* [EXERCISE]: In full and without alteration, write out the data below.

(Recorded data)
_ _ _ _

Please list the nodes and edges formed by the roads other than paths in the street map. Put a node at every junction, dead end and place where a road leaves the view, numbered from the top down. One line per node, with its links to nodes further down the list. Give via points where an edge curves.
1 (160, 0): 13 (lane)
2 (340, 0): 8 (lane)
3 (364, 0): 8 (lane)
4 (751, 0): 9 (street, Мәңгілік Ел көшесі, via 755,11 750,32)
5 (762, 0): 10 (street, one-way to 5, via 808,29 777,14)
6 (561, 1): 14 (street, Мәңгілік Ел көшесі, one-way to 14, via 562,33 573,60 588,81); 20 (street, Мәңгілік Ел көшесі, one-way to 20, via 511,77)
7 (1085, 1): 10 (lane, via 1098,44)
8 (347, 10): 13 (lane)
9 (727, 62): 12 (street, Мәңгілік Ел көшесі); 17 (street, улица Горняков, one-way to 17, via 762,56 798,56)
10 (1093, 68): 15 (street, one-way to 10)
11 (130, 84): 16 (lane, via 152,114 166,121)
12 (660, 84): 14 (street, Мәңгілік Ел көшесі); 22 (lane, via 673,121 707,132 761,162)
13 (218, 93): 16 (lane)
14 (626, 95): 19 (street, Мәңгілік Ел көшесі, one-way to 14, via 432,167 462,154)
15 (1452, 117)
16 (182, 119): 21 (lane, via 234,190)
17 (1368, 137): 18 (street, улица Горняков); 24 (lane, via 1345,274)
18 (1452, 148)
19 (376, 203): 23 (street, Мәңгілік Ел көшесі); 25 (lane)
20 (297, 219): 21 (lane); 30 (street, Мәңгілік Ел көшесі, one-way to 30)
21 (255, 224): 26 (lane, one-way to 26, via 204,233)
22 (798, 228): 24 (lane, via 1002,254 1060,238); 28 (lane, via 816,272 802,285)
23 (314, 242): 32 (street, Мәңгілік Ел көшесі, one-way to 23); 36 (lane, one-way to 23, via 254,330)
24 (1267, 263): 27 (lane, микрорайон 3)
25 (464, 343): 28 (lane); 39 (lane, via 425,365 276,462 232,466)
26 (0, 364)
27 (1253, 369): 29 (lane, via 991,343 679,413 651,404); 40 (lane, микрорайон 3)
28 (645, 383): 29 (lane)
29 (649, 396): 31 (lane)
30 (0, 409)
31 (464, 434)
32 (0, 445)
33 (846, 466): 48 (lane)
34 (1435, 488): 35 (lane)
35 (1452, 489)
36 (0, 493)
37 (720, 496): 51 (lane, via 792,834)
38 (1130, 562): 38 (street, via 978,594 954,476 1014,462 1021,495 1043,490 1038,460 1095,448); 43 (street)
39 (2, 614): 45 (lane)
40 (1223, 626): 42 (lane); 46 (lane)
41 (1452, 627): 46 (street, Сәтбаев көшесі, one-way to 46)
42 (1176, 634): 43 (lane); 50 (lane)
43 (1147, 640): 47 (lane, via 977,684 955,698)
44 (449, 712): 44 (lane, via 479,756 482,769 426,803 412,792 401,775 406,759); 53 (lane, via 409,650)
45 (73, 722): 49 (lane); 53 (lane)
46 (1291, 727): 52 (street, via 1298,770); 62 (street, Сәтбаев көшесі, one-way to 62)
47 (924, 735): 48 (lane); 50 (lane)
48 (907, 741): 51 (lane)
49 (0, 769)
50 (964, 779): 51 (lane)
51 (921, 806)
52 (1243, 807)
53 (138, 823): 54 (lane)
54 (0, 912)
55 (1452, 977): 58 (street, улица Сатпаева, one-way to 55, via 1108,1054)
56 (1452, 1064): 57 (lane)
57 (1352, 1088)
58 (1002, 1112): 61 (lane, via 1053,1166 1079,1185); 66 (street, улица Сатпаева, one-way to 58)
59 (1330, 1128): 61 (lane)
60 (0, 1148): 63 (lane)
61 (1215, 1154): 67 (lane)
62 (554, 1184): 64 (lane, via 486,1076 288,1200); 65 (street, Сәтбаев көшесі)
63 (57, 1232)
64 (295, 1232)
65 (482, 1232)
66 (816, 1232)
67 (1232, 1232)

_ _ _ _

* [PROBLEM SOLUTION]:
Please list the nodes and edges formed by the roads other than paths in the street map. Put a node at every junction, dead end and place where a road leaves the view, numbered from the top down. One line per node, with its links to nodes further down the list. Give via points where an edge curves.
1 (160, 0): 13 (lane)
2 (340, 0): 8 (lane)
3 (364, 0): 8 (lane)
4 (751, 0): 9 (street, Мәңгілік Ел көшесі, via 755,11 750,32)
5 (762, 0): 10 (street, one-way to 5, via 808,29 777,14)
6 (561, 1): 14 (street, Мәңгілік Ел көшесі, one-way to 14, via 562,33 573,60 588,81); 20 (street, Мәңгілік Ел көшесі, one-way to 20, via 511,77)
7 (1085, 1): 10 (lane, via 1098,44)
8 (347, 10): 13 (lane)
9 (727, 62): 12 (street, Мәңгілік Ел көшесі); 17 (street, улица Горняков, one-way to 17, via 762,56 798,56)
10 (1093, 68): 15 (street, one-way to 10)
11 (130, 84): 16 (lane, via 152,114 166,121)
12 (660, 84): 14 (street, Мәңгілік Ел көшесі); 22 (lane, via 673,121 707,132 761,162)
13 (218, 93): 16 (lane)
14 (626, 95): 19 (street, Мәңгілік Ел көшесі, one-way to 14, via 432,167 462,154)
15 (1452, 117)
16 (182, 119): 21 (lane, via 234,190)
17 (1368, 137): 18 (street, улица Горняков); 24 (lane, via 1345,274)
18 (1452, 148)
19 (376, 203): 23 (street, Мәңгілік Ел көшесі); 25 (lane)
20 (297, 219): 21 (lane); 30 (street, Мәңгілік Ел көшесі, one-way to 30)
21 (255, 224): 26 (lane, one-way to 26, via 204,233)
22 (798, 228): 24 (lane, via 1002,254 1060,238); 28 (lane, via 816,272 802,285)
23 (314, 242): 32 (street, Мәңгілік Ел көшесі, one-way to 23); 36 (lane, one-way to 23, via 254,330)
24 (1267, 263): 27 (lane, микрорайон 3)
25 (464, 343): 28 (lane); 39 (lane, via 425,365 276,462 232,466)
26 (0, 364)
27 (1253, 369): 29 (lane, via 991,343 679,413 651,404); 40 (lane, микрорайон 3)
28 (645, 383): 29 (lane)
29 (649, 396): 31 (lane)
30 (0, 409)
31 (464, 434)
32 (0, 445)
33 (846, 466): 48 (lane)
34 (1435, 488): 35 (lane)
35 (1452, 489)
36 (0, 493)
37 (720, 496): 51 (lane, via 792,834)
38 (1130, 562): 38 (street, via 978,594 954,476 1014,462 1021,495 1043,490 1038,460 1095,448); 43 (street)
39 (2, 614): 45 (lane)
40 (1223, 626): 42 (lane); 46 (lane)
41 (1452, 627): 46 (street, Сәтбаев көшесі, one-way to 46)
42 (1176, 634): 43 (lane); 50 (lane)
43 (1147, 640): 47 (lane, via 977,684 955,698)
44 (449, 712): 44 (lane, via 479,756 482,769 426,803 412,792 401,775 406,759); 53 (lane, via 409,650)
45 (73, 722): 49 (lane); 53 (lane)
46 (1291, 727): 52 (street, via 1298,770); 62 (street, Сәтбаев көшесі, one-way to 62)
47 (924, 735): 48 (lane); 50 (lane)
48 (907, 741): 51 (lane)
49 (0, 769)
50 (964, 779): 51 (lane)
51 (921, 806)
52 (1243, 807)
53 (138, 823): 54 (lane)
54 (0, 912)
55 (1452, 977): 58 (street, улица Сатпаева, one-way to 55, via 1108,1054)
56 (1452, 1064): 57 (lane)
57 (1352, 1088)
58 (1002, 1112): 61 (lane, via 1053,1166 1079,1185); 66 (street, улица Сатпаева, one-way to 58)
59 (1330, 1128): 61 (lane)
60 (0, 1148): 63 (lane)
61 (1215, 1154): 67 (lane)
62 (554, 1184): 64 (lane, via 486,1076 288,1200); 65 (street, Сәтбаев көшесі)
63 (57, 1232)
64 (295, 1232)
65 (482, 1232)
66 (816, 1232)
67 (1232, 1232)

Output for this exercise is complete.